TASK REQUIREMENTS
Each entry in the block below needs to be copied out exactly.

--- EXTRACTED DATA Enclosed Below ---

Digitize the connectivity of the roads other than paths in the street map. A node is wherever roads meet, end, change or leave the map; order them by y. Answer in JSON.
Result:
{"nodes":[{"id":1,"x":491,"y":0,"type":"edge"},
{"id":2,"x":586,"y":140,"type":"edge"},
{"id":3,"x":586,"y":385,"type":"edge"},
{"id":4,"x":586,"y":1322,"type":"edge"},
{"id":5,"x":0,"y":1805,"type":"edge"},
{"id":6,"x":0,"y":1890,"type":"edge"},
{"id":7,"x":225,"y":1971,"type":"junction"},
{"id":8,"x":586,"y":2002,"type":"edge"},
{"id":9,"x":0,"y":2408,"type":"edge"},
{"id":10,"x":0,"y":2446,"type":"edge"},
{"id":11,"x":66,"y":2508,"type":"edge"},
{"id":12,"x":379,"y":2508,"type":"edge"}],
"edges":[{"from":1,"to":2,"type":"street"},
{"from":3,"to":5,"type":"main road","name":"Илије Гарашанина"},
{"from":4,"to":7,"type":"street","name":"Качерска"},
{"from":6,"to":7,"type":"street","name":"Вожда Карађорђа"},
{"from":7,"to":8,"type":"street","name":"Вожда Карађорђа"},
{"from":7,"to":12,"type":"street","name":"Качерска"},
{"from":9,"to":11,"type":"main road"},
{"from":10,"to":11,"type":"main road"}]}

--- End of Enclosed EXTRACTED DATA ---

RESPONSE TO THIS EXERCISE
Digitize the connectivity of the roads other than paths in the street map. A node is wherever roads meet, end, change or leave the map; order them by y. Answer in JSON.
Result:
{"nodes":[{"id":1,"x":491,"y":0,"type":"edge"},
{"id":2,"x":586,"y":140,"type":"edge"},
{"id":3,"x":586,"y":385,"type":"edge"},
{"id":4,"x":586,"y":1322,"type":"edge"},
{"id":5,"x":0,"y":1805,"type":"edge"},
{"id":6,"x":0,"y":1890,"type":"edge"},
{"id":7,"x":225,"y":1971,"type":"junction"},
{"id":8,"x":586,"y":2002,"type":"edge"},
{"id":9,"x":0,"y":2408,"type":"edge"},
{"id":10,"x":0,"y":2446,"type":"edge"},
{"id":11,"x":66,"y":2508,"type":"edge"},
{"id":12,"x":379,"y":2508,"type":"edge"}],
"edges":[{"from":1,"to":2,"type":"street"},
{"from":3,"to":5,"type":"main road","name":"Илије Гарашанина"},
{"from":4,"to":7,"type":"street","name":"Качерска"},
{"from":6,"to":7,"type":"street","name":"Вожда Карађорђа"},
{"from":7,"to":8,"type":"street","name":"Вожда Карађорђа"},
{"from":7,"to":12,"type":"street","name":"Качерска"},
{"from":9,"to":11,"type":"main road"},
{"from":10,"to":11,"type":"main road"}]}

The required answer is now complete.